Data science is all about finding insights in large data sets. In many cases, these insights are easier to find, or at least more persuasive, when they are visualized. A number of graphics libraries exist in the data-science world, some of which are written in Python. In this talk, Brian Van de Ven introduces Bokeh, a visualization library for Python that works with other elements of the SciPy stack to create beautiful charts and graphs.  Bokeh goes further than other libraries, in that it not only produces static images, but also dynamic visualizations in which someone can explore the data.

[Video 324] Pam Selle: Streams — The data structure we need

How big is the data you’re processing? If it’s large, then you will probably not want to put all of it in a single data structure, in order to save memory. Instead, you can use a lazy list, aka a “stream,” which allows us to consume very small amounts of memory while working with very large, or even infinitely large, data structures.
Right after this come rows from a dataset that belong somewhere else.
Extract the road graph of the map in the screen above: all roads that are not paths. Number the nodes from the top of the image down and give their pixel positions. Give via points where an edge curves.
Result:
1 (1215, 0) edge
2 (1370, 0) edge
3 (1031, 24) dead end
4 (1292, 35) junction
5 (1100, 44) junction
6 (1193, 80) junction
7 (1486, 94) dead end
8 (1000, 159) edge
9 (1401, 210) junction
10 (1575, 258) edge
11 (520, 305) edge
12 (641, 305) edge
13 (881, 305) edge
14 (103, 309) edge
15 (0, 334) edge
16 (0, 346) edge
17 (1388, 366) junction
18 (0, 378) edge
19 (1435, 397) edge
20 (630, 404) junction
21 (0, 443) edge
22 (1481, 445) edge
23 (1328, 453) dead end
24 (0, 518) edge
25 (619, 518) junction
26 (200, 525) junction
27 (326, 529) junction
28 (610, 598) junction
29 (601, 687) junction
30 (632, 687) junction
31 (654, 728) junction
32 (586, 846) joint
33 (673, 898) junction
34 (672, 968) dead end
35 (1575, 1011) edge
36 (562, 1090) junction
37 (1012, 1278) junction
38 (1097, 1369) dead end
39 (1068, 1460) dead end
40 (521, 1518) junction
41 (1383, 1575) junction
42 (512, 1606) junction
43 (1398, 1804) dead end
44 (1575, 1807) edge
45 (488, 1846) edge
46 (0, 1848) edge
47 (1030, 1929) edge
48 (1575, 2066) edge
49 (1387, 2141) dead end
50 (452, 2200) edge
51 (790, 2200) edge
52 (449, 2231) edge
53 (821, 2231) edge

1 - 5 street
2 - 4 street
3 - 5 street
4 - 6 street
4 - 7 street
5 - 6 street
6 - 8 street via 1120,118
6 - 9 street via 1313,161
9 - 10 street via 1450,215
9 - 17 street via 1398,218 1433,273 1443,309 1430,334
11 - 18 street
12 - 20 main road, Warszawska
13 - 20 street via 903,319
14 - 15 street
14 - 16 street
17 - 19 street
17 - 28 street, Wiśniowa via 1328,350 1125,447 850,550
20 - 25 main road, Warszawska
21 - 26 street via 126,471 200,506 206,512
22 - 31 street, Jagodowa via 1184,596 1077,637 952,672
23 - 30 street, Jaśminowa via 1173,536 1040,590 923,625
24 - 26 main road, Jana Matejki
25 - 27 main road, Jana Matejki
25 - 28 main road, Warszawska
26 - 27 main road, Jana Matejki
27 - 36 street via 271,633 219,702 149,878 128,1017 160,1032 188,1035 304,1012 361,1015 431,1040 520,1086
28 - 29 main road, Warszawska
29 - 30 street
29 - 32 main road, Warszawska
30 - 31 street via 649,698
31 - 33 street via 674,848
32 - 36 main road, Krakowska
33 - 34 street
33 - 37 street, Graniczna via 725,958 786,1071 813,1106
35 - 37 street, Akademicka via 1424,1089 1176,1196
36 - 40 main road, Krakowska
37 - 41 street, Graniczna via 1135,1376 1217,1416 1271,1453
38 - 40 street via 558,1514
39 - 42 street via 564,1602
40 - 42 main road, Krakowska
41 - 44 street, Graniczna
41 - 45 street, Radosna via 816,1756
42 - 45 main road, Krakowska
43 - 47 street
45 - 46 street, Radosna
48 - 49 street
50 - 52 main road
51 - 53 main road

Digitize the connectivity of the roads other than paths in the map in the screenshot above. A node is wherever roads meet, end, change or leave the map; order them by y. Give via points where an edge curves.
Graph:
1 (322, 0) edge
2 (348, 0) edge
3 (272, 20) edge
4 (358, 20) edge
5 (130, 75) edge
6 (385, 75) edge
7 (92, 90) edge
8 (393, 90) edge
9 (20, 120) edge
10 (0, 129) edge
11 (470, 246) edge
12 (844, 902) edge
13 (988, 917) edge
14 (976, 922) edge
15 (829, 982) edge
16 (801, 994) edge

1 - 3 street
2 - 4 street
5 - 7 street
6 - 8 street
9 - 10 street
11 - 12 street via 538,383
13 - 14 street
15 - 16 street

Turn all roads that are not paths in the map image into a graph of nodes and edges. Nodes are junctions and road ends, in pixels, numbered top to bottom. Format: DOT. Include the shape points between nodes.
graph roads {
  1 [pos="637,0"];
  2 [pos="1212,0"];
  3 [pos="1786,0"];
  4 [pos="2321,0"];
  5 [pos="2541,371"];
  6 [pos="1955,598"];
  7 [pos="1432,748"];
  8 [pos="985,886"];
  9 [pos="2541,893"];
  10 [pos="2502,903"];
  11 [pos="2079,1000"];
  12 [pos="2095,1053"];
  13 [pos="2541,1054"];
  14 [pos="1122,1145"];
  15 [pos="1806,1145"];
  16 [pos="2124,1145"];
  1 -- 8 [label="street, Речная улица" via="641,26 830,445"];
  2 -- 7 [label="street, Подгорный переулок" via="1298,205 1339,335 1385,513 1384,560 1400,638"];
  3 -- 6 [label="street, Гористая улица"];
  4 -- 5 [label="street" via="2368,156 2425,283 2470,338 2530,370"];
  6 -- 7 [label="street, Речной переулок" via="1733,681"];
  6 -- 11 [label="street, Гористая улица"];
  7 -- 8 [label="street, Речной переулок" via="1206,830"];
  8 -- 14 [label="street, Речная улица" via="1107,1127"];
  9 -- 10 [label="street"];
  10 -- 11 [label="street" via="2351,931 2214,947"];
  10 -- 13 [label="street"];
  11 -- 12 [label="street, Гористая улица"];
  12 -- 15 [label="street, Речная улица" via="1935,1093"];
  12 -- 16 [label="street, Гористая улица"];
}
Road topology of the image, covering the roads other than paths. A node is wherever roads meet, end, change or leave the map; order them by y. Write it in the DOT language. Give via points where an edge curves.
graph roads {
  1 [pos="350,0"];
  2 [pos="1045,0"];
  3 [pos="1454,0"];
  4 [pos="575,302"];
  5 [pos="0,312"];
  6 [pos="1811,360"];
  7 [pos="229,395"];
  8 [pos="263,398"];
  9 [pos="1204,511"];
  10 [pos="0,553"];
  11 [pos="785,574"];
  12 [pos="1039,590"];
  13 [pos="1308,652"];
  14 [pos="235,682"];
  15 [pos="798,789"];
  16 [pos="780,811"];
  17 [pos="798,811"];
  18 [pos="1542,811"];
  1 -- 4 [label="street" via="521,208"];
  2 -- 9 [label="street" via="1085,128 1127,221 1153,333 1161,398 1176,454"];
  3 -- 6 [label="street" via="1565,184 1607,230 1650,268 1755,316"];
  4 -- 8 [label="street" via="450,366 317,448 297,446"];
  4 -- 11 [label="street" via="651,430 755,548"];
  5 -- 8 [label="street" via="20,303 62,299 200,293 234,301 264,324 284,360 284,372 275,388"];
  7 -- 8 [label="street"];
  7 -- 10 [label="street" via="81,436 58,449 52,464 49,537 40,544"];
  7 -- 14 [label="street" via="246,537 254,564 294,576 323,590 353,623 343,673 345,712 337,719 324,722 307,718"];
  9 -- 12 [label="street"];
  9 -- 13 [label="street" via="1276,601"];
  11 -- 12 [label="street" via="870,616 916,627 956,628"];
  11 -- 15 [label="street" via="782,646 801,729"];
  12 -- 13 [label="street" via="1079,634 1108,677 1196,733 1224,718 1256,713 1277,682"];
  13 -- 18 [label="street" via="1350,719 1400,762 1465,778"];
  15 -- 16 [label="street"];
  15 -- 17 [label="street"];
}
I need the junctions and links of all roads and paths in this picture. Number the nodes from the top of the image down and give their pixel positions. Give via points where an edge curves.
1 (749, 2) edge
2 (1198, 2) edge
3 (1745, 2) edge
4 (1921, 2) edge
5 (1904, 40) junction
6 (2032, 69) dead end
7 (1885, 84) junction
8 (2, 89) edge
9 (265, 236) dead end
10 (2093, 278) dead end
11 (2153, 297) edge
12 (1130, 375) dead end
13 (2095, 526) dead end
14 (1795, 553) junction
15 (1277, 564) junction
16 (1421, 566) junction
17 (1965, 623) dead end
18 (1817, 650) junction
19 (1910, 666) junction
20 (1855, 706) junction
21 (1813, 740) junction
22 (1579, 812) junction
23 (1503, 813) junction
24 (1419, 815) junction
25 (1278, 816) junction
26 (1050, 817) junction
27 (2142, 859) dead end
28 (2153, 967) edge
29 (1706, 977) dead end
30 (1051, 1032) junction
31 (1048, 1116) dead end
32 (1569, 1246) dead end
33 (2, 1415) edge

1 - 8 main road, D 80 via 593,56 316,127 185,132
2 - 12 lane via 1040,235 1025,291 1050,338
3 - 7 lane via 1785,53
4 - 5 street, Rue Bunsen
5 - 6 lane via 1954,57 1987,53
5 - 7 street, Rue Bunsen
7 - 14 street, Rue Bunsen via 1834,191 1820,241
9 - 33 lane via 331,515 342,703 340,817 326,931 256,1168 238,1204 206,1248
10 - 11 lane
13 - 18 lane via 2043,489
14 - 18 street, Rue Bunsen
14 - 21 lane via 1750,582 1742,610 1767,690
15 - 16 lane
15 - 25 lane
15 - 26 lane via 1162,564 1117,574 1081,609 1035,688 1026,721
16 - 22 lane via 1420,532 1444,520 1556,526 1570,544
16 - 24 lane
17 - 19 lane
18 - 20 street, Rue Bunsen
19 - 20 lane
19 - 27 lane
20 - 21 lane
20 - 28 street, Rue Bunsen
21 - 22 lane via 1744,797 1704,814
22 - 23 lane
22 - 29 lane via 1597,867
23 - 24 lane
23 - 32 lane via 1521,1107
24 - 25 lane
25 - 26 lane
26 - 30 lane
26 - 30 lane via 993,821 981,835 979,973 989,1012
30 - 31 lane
In this talk, Pam Selle describes streams, demonstrates why they are useful in general, and then talks about ways in which we can work with streams in JavaScript — including a summary of the standards and data structures that will be included in upcoming versions of JavaScript. If you’re planning to work with large amounts of data, regardless of the language with which you’ll be working, then this talk will be of interest to you.

[Video 311] Rodrigo Schmidt: Scaling Instagram Data Systems

Instagram is a huge Web application, and has needed to scale very rapidly. In this talk, Rodrigo Schmidt asks the questions: What do you scale, how do you scale, and why do you even need to scale? You can’t scale everything at once, so how do you prioritize which things should be scaled first? How can you grow from a Web application to a mix of Web and mobile users?

[Video 294] Britta Weber: Make Sense of your Logs

Nearly every server program produces logs — and while they’re often useful for debugging, they can be even more useful in helping to understand, review, and gain insights into the nature of your software and users.   In this talk, Britta Weber describes the “ELK stack,” consisting of Elasticsearch + logstash + kibana, three open-source tools which can work together to provide useful insights from your logfiles.

[Video 292] Anthony Goldbloom: Latest developments at the cutting edge of Data Science

Data science is a growing discipline; there are so many techniques, data sets, and people in the field that it’s increasingly hard to keep track of what is happening.  In this talk, Anthony Goldbloom describes the sorts of data sets that Kaggle (his company) has been publishing as part of its data-science contests, aimed at crowdsourcing solutions. If you’re interested in how data science techniques are being used to solve problems, or are trying to understand just where and how data science methods differ from others, this talk should be of interest.